**Work to be completed:** The reply should repeat all of the data word for word, with no pictures.

**Input material:**
※ ※ ※

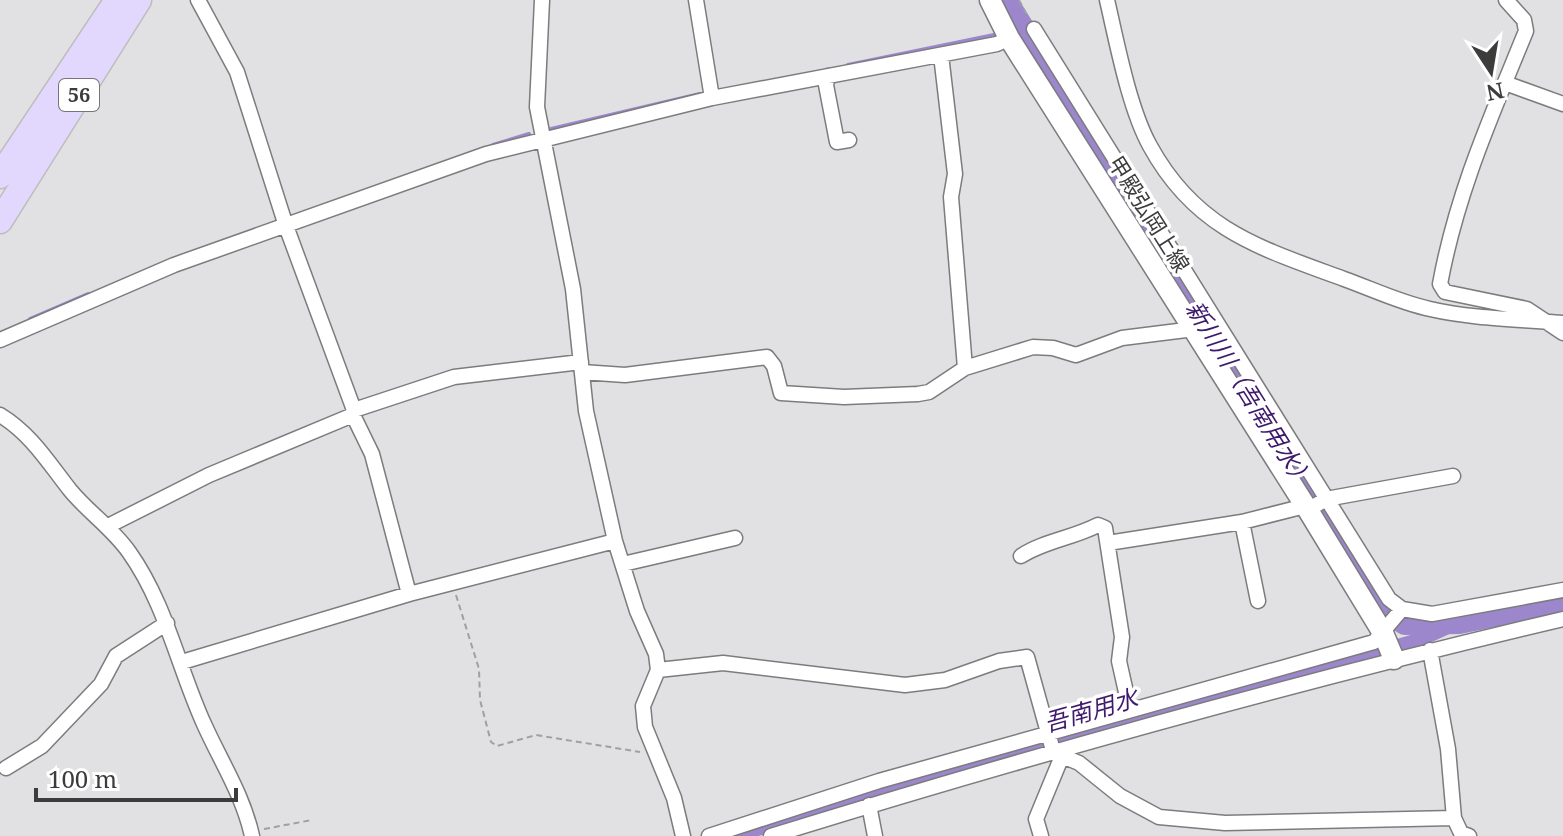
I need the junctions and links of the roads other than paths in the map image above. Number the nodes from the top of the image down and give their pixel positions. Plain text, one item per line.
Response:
1 (117, 0) edge
2 (139, 0) edge
3 (198, 0) edge
4 (542, 0) edge
5 (696, 0) edge
6 (990, 0) edge
7 (1107, 0) edge
8 (1506, 0) edge
9 (1021, 36) junction
10 (941, 55) junction
11 (828, 76) junction
12 (1505, 83) junction
13 (712, 98) junction
14 (1563, 104) edge
15 (541, 138) junction
16 (849, 140) dead end
17 (0, 176) edge
18 (0, 221) edge
19 (286, 226) junction
20 (1544, 321) junction
21 (1563, 323) edge
22 (1194, 329) junction
23 (1563, 333) edge
24 (0, 340) edge
25 (582, 367) junction
26 (965, 368) junction
27 (354, 412) junction
28 (0, 415) edge
29 (1453, 476) dead end
30 (1315, 505) junction
31 (1242, 522) junction
32 (108, 526) junction
33 (735, 538) dead end
34 (615, 541) junction
35 (1108, 543) junction
36 (1021, 556) dead end
37 (623, 564) junction
38 (1563, 590) edge
39 (409, 594) junction
40 (1258, 601) dead end
41 (1563, 619) edge
42 (167, 623) junction
43 (1393, 634) junction
44 (1430, 650) junction
45 (182, 662) junction
46 (658, 670) junction
47 (1130, 710) junction
48 (1053, 745) junction
49 (6, 768) dead end
50 (869, 805) junction
51 (1454, 818) junction
52 (1204, 829) edge
53 (251, 834) edge
54 (683, 836) edge
55 (709, 836) edge
56 (771, 836) edge
57 (875, 836) edge
58 (1041, 836) edge
59 (1469, 836) edge

1 - 17 highway, 56
2 - 18 highway, 56
3 - 19 street
4 - 15 street
5 - 13 street
6 - 9 main road, 甲殿弘岡上線
7 - 20 street
8 - 12 street
9 - 10 street
9 - 22 main road, 甲殿弘岡上線
9 - 30 street
10 - 11 street
10 - 26 street
11 - 13 street
11 - 16 street
12 - 14 street
12 - 20 street
13 - 15 street
15 - 19 street
15 - 25 street
19 - 24 street
19 - 27 street
20 - 21 street
20 - 23 street
22 - 26 street
22 - 30 main road, 甲殿弘岡上線
25 - 26 street
25 - 27 street
25 - 34 street
27 - 32 street
27 - 39 street
28 - 32 street
29 - 30 street
30 - 31 street
30 - 43 main road, 甲殿弘岡上線
30 - 43 street
31 - 35 street
31 - 40 street
32 - 42 street
33 - 37 street
34 - 37 street
34 - 39 street
35 - 36 street
35 - 47 street
37 - 46 street
38 - 43 street
39 - 45 street
41 - 44 street
42 - 45 street
42 - 49 street
43 - 44 street
43 - 47 street
43 - 48 street
44 - 51 street
45 - 53 street
46 - 48 street
46 - 54 street
47 - 48 street
48 - 50 street
48 - 52 street
48 - 55 street
48 - 58 street
50 - 56 street
50 - 57 street
51 - 52 street
51 - 59 street

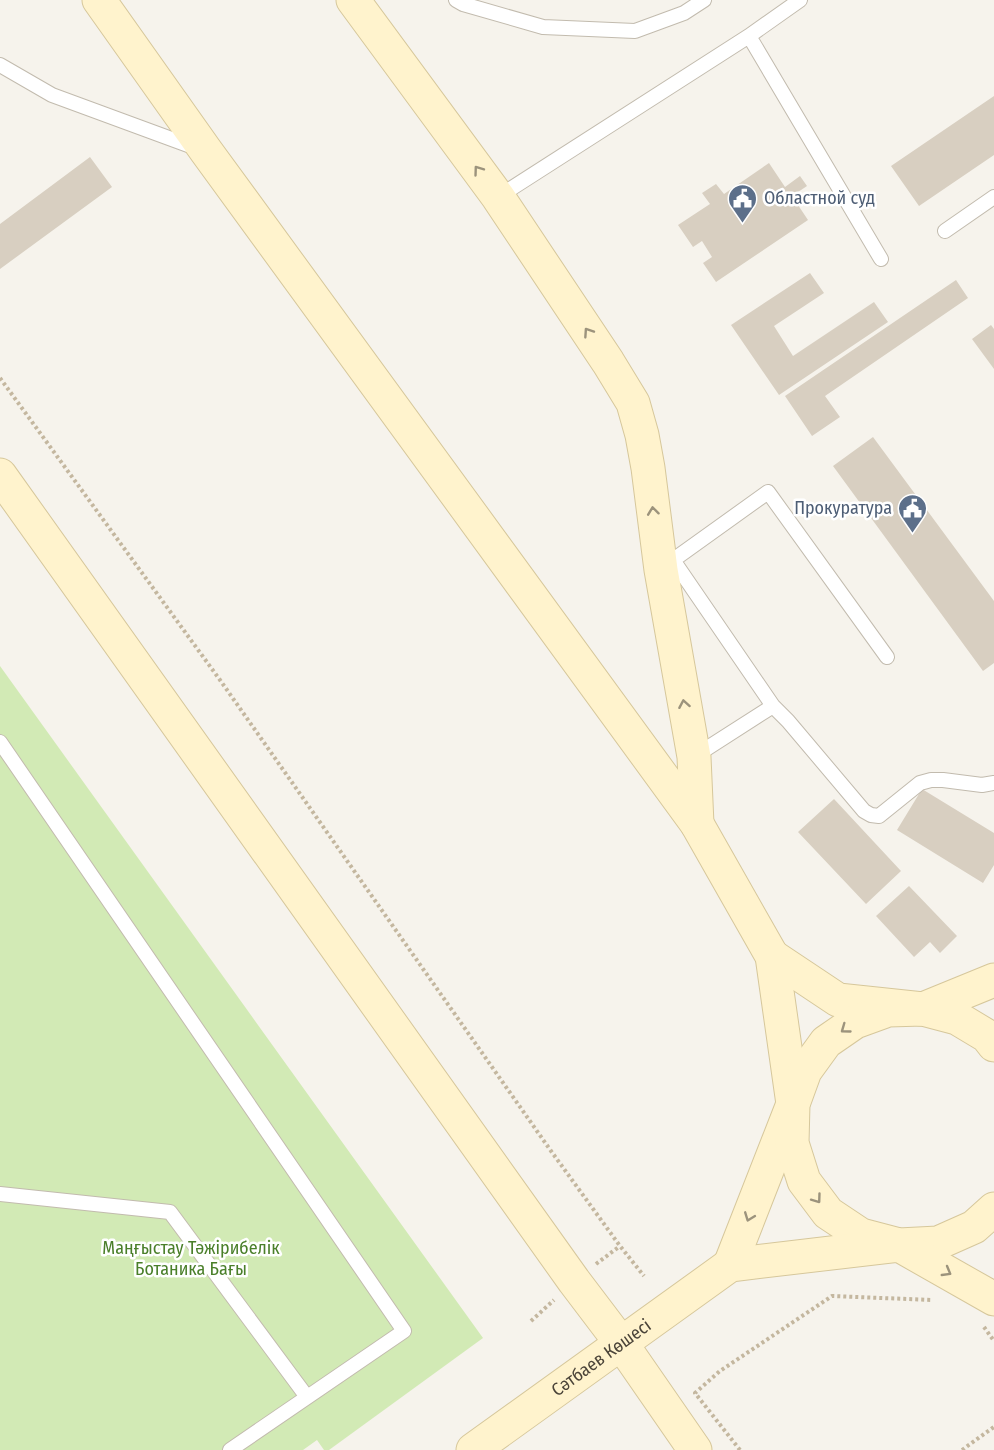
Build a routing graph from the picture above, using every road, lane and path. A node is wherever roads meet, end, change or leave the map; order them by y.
1 (99, 0) edge
2 (353, 0) edge
3 (456, 0) edge
4 (704, 0) edge
5 (795, 1) edge
6 (749, 36) junction
7 (0, 65) edge
8 (206, 152) junction
9 (498, 197) junction
10 (994, 197) edge
11 (945, 231) dead end
12 (881, 259) dead end
13 (0, 378) edge
14 (0, 476) edge
15 (667, 565) junction
16 (887, 657) dead end
17 (773, 706) junction
18 (0, 742) edge
19 (693, 757) junction
20 (994, 783) edge
21 (697, 824) junction
22 (772, 956) junction
23 (994, 980) edge
24 (923, 1009) junction
25 (994, 1045) edge
26 (793, 1104) junction
27 (0, 1194) edge
28 (994, 1209) edge
29 (899, 1245) junction
30 (729, 1265) junction
31 (644, 1276) dead end
32 (940, 1302) dead end
33 (988, 1310) edge
34 (994, 1341) edge
35 (621, 1343) junction
36 (307, 1397) junction
37 (994, 1427) edge
38 (230, 1450) edge
39 (472, 1450) edge
40 (695, 1450) edge
41 (740, 1450) edge
42 (962, 1450) edge

1 - 8 main road
9 -> 2 main road
3 - 4 lane
5 - 6 lane
6 - 9 lane
6 - 12 lane
7 - 8 lane
8 - 21 main road
15 -> 9 main road
10 - 11 lane
13 - 31 path
14 - 35 main road
15 - 16 lane
15 - 17 lane
19 -> 15 main road
17 - 19 lane
17 - 20 lane
18 - 36 lane
19 - 21 main road
21 - 22 main road
22 - 24 main road
22 - 26 main road
23 - 24 main road
24 - 25 main road
24 -> 26 main road
26 -> 29 main road
26 -> 30 main road
27 - 36 lane
28 - 29 main road
29 - 30 main road, Сәтбаев Көшесі
29 -> 33 main road
30 - 35 main road, Сәтбаев Көшесі
32 - 41 path
33 - 34 path
35 - 39 main road, Сәтбаев Көшесі
35 - 40 main road
36 - 38 lane
37 - 42 path

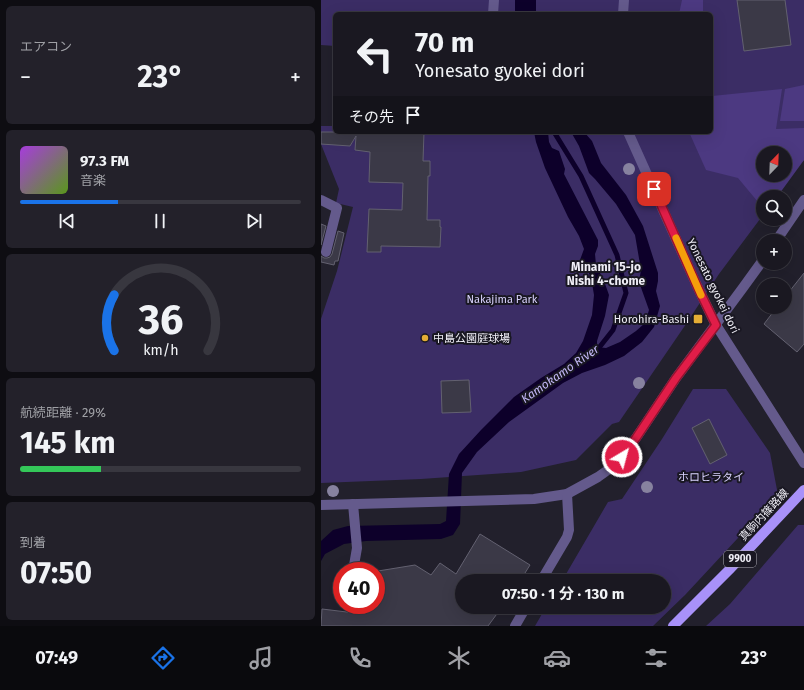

※ ※ ※

**Task solution:**
I need the junctions and links of the roads other than paths in the map image above. Number the nodes from the top of the image down and give their pixel positions. Plain text, one item per line.
Response:
1 (117, 0) edge
2 (139, 0) edge
3 (198, 0) edge
4 (542, 0) edge
5 (696, 0) edge
6 (990, 0) edge
7 (1107, 0) edge
8 (1506, 0) edge
9 (1021, 36) junction
10 (941, 55) junction
11 (828, 76) junction
12 (1505, 83) junction
13 (712, 98) junction
14 (1563, 104) edge
15 (541, 138) junction
16 (849, 140) dead end
17 (0, 176) edge
18 (0, 221) edge
19 (286, 226) junction
20 (1544, 321) junction
21 (1563, 323) edge
22 (1194, 329) junction
23 (1563, 333) edge
24 (0, 340) edge
25 (582, 367) junction
26 (965, 368) junction
27 (354, 412) junction
28 (0, 415) edge
29 (1453, 476) dead end
30 (1315, 505) junction
31 (1242, 522) junction
32 (108, 526) junction
33 (735, 538) dead end
34 (615, 541) junction
35 (1108, 543) junction
36 (1021, 556) dead end
37 (623, 564) junction
38 (1563, 590) edge
39 (409, 594) junction
40 (1258, 601) dead end
41 (1563, 619) edge
42 (167, 623) junction
43 (1393, 634) junction
44 (1430, 650) junction
45 (182, 662) junction
46 (658, 670) junction
47 (1130, 710) junction
48 (1053, 745) junction
49 (6, 768) dead end
50 (869, 805) junction
51 (1454, 818) junction
52 (1204, 829) edge
53 (251, 834) edge
54 (683, 836) edge
55 (709, 836) edge
56 (771, 836) edge
57 (875, 836) edge
58 (1041, 836) edge
59 (1469, 836) edge

1 - 17 highway, 56
2 - 18 highway, 56
3 - 19 street
4 - 15 street
5 - 13 street
6 - 9 main road, 甲殿弘岡上線
7 - 20 street
8 - 12 street
9 - 10 street
9 - 22 main road, 甲殿弘岡上線
9 - 30 street
10 - 11 street
10 - 26 street
11 - 13 street
11 - 16 street
12 - 14 street
12 - 20 street
13 - 15 street
15 - 19 street
15 - 25 street
19 - 24 street
19 - 27 street
20 - 21 street
20 - 23 street
22 - 26 street
22 - 30 main road, 甲殿弘岡上線
25 - 26 street
25 - 27 street
25 - 34 street
27 - 32 street
27 - 39 street
28 - 32 street
29 - 30 street
30 - 31 street
30 - 43 main road, 甲殿弘岡上線
30 - 43 street
31 - 35 street
31 - 40 street
32 - 42 street
33 - 37 street
34 - 37 street
34 - 39 street
35 - 36 street
35 - 47 street
37 - 46 street
38 - 43 street
39 - 45 street
41 - 44 street
42 - 45 street
42 - 49 street
43 - 44 street
43 - 47 street
43 - 48 street
44 - 51 street
45 - 53 street
46 - 48 street
46 - 54 street
47 - 48 street
48 - 50 street
48 - 52 street
48 - 55 street
48 - 58 street
50 - 56 street
50 - 57 street
51 - 52 street
51 - 59 street

Build a routing graph from the picture above, using every road, lane and path. A node is wherever roads meet, end, change or leave the map; order them by y.
1 (99, 0) edge
2 (353, 0) edge
3 (456, 0) edge
4 (704, 0) edge
5 (795, 1) edge
6 (749, 36) junction
7 (0, 65) edge
8 (206, 152) junction
9 (498, 197) junction
10 (994, 197) edge
11 (945, 231) dead end
12 (881, 259) dead end
13 (0, 378) edge
14 (0, 476) edge
15 (667, 565) junction
16 (887, 657) dead end
17 (773, 706) junction
18 (0, 742) edge
19 (693, 757) junction
20 (994, 783) edge
21 (697, 824) junction
22 (772, 956) junction
23 (994, 980) edge
24 (923, 1009) junction
25 (994, 1045) edge
26 (793, 1104) junction
27 (0, 1194) edge
28 (994, 1209) edge
29 (899, 1245) junction
30 (729, 1265) junction
31 (644, 1276) dead end
32 (940, 1302) dead end
33 (988, 1310) edge
34 (994, 1341) edge
35 (621, 1343) junction
36 (307, 1397) junction
37 (994, 1427) edge
38 (230, 1450) edge
39 (472, 1450) edge
40 (695, 1450) edge
41 (740, 1450) edge
42 (962, 1450) edge

1 - 8 main road
9 -> 2 main road
3 - 4 lane
5 - 6 lane
6 - 9 lane
6 - 12 lane
7 - 8 lane
8 - 21 main road
15 -> 9 main road
10 - 11 lane
13 - 31 path
14 - 35 main road
15 - 16 lane
15 - 17 lane
19 -> 15 main road
17 - 19 lane
17 - 20 lane
18 - 36 lane
19 - 21 main road
21 - 22 main road
22 - 24 main road
22 - 26 main road
23 - 24 main road
24 - 25 main road
24 -> 26 main road
26 -> 29 main road
26 -> 30 main road
27 - 36 lane
28 - 29 main road
29 - 30 main road, Сәтбаев Көшесі
29 -> 33 main road
30 - 35 main road, Сәтбаев Көшесі
32 - 41 path
33 - 34 path
35 - 39 main road, Сәтбаев Көшесі
35 - 40 main road
36 - 38 lane
37 - 42 path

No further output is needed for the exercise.